Records from a collection:
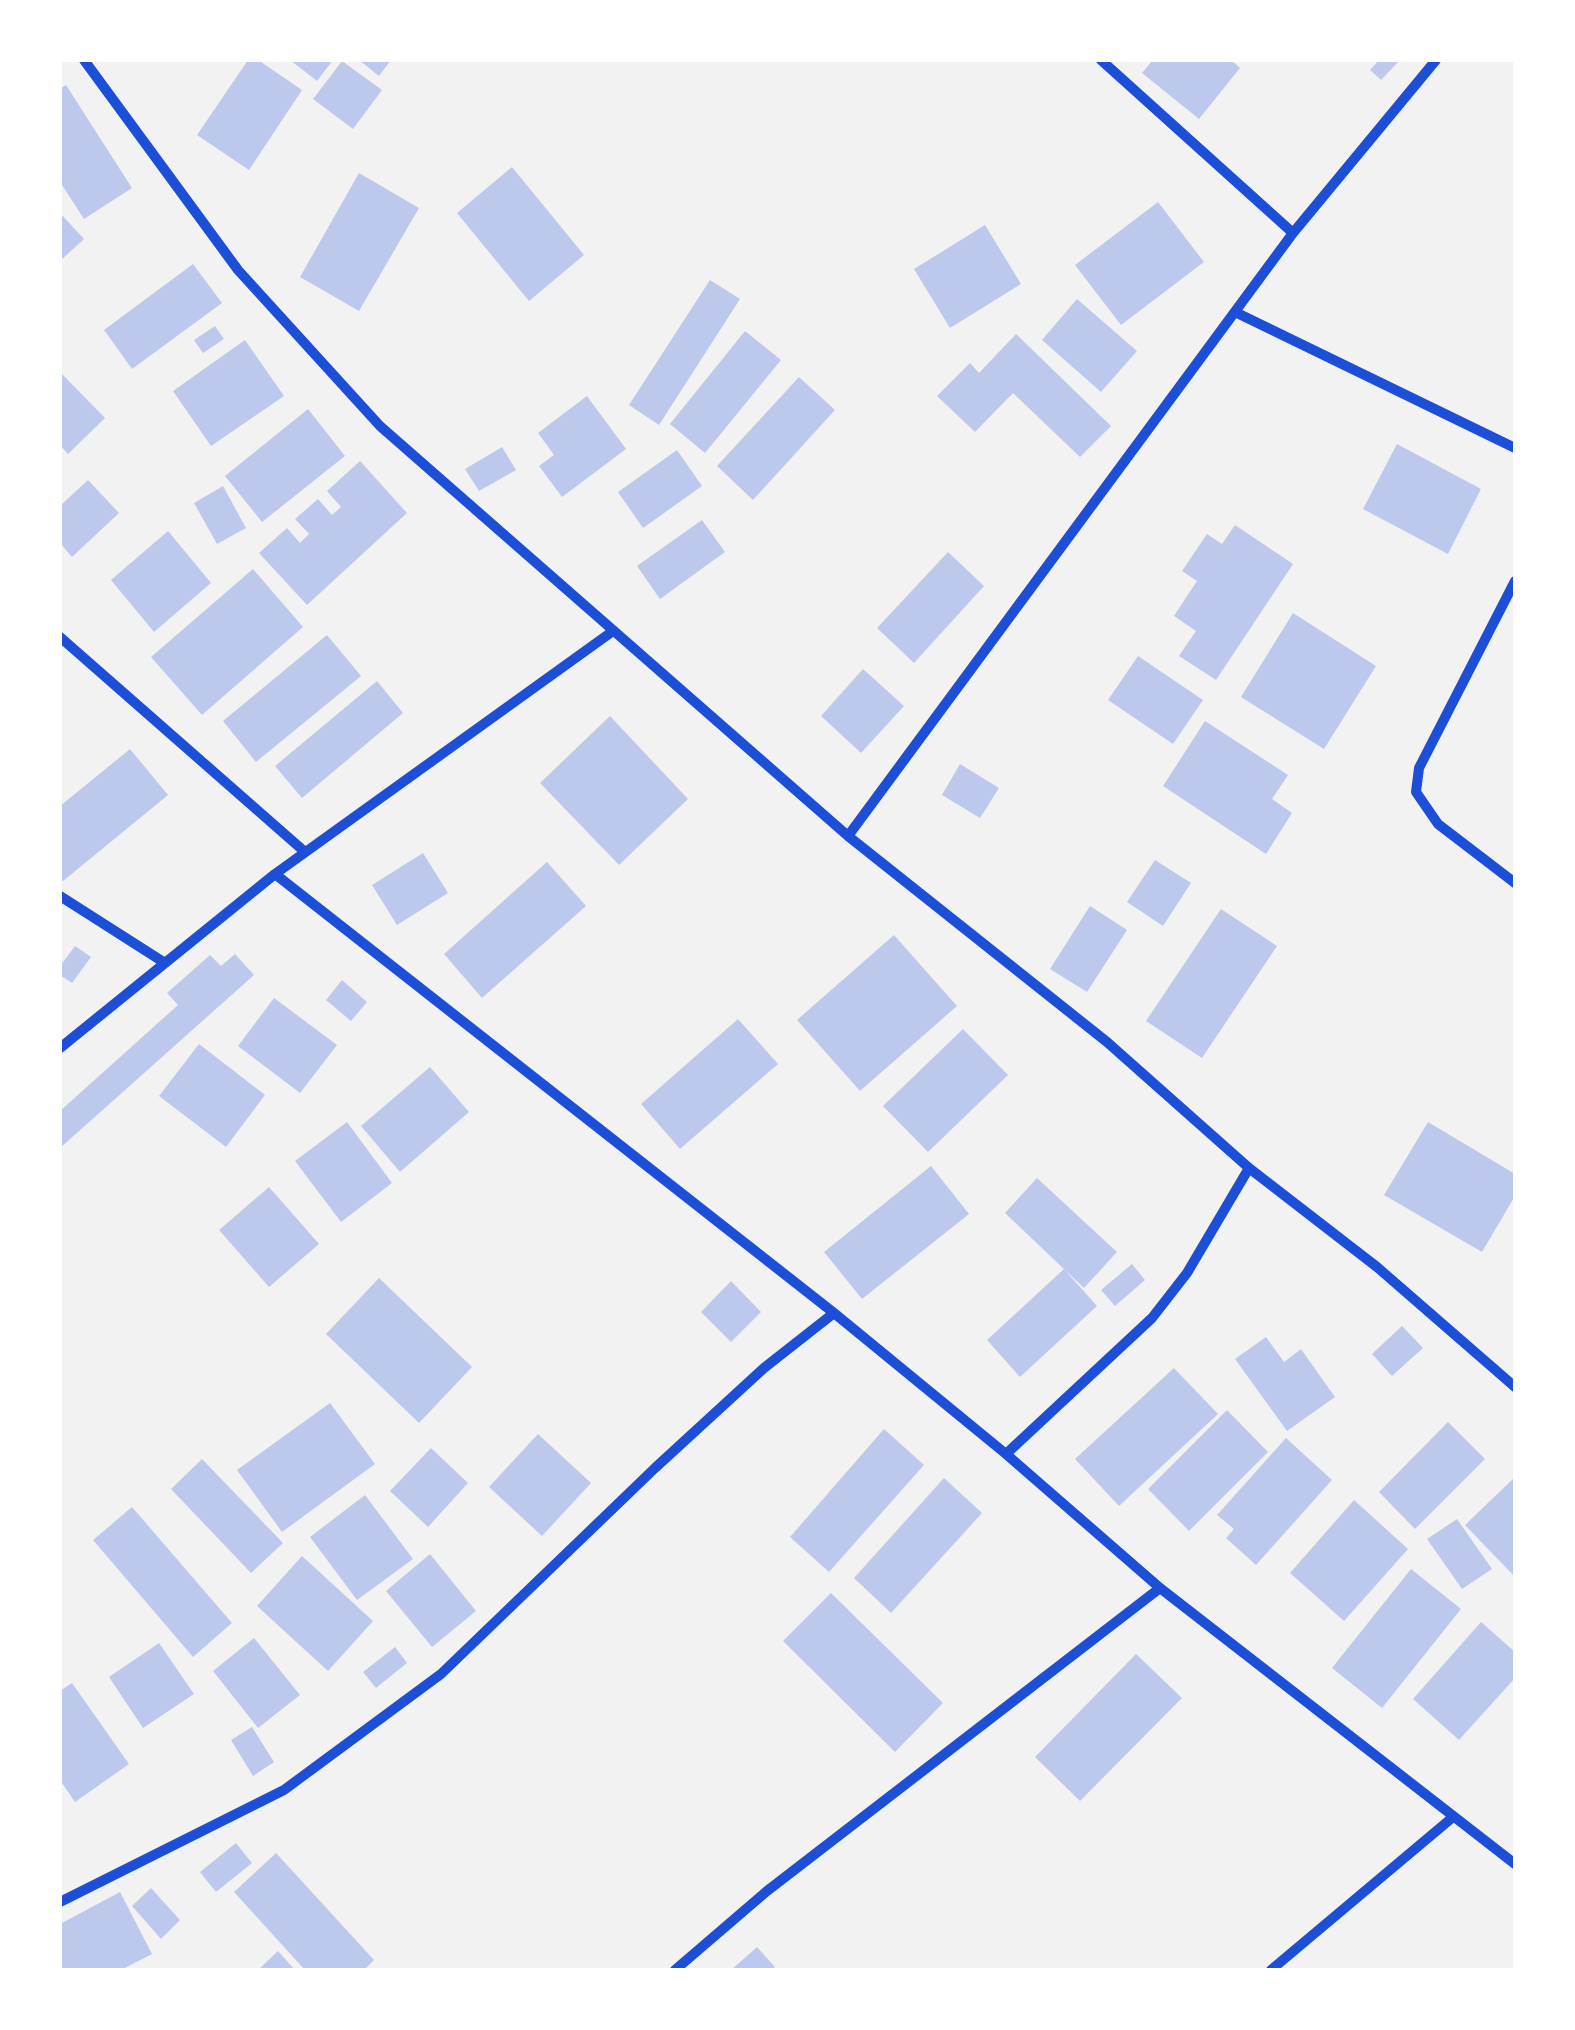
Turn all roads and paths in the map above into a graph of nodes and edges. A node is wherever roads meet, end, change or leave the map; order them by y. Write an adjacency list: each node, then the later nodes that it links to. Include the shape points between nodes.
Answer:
1 (84, 60): 8 (street, via 238,270 380,426)
2 (1101, 60): 4 (street)
3 (1436, 60): 4 (street)
4 (1293, 233): 5 (street)
5 (1235, 312): 6 (street); 10 (street)
6 (1515, 448)
7 (1515, 581): 13 (street, via 1419,768 1416,792 1438,824)
8 (613, 631): 10 (street); 11 (street)
9 (60, 637): 11 (street)
10 (848, 836): 17 (street, via 1107,1042)
11 (305, 852): 12 (street)
12 (275, 874): 15 (street); 18 (street)
13 (1515, 882)
14 (60, 896): 15 (street)
15 (165, 963): 16 (street)
16 (60, 1048)
17 (1249, 1168): 19 (street, via 1377,1266); 20 (street, via 1152,1318)
18 (834, 1313): 20 (street); 24 (street, via 655,1468 441,1674 284,1790)
19 (1515, 1387)
20 (1006, 1454): 21 (street)
21 (1160, 1588): 22 (street); 25 (street, via 767,1891)
22 (1452, 1817): 23 (street); 26 (street)
23 (1515, 1864)
24 (60, 1902)
25 (675, 1970)
26 (1271, 1970)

TASK: The entries above need an exact copy without their pictures.

TASK SOLUTION:
Turn all roads and paths in the map above into a graph of nodes and edges. A node is wherever roads meet, end, change or leave the map; order them by y. Write an adjacency list: each node, then the later nodes that it links to. Include the shape points between nodes.
Answer:
1 (84, 60): 8 (street, via 238,270 380,426)
2 (1101, 60): 4 (street)
3 (1436, 60): 4 (street)
4 (1293, 233): 5 (street)
5 (1235, 312): 6 (street); 10 (street)
6 (1515, 448)
7 (1515, 581): 13 (street, via 1419,768 1416,792 1438,824)
8 (613, 631): 10 (street); 11 (street)
9 (60, 637): 11 (street)
10 (848, 836): 17 (street, via 1107,1042)
11 (305, 852): 12 (street)
12 (275, 874): 15 (street); 18 (street)
13 (1515, 882)
14 (60, 896): 15 (street)
15 (165, 963): 16 (street)
16 (60, 1048)
17 (1249, 1168): 19 (street, via 1377,1266); 20 (street, via 1152,1318)
18 (834, 1313): 20 (street); 24 (street, via 655,1468 441,1674 284,1790)
19 (1515, 1387)
20 (1006, 1454): 21 (street)
21 (1160, 1588): 22 (street); 25 (street, via 767,1891)
22 (1452, 1817): 23 (street); 26 (street)
23 (1515, 1864)
24 (60, 1902)
25 (675, 1970)
26 (1271, 1970)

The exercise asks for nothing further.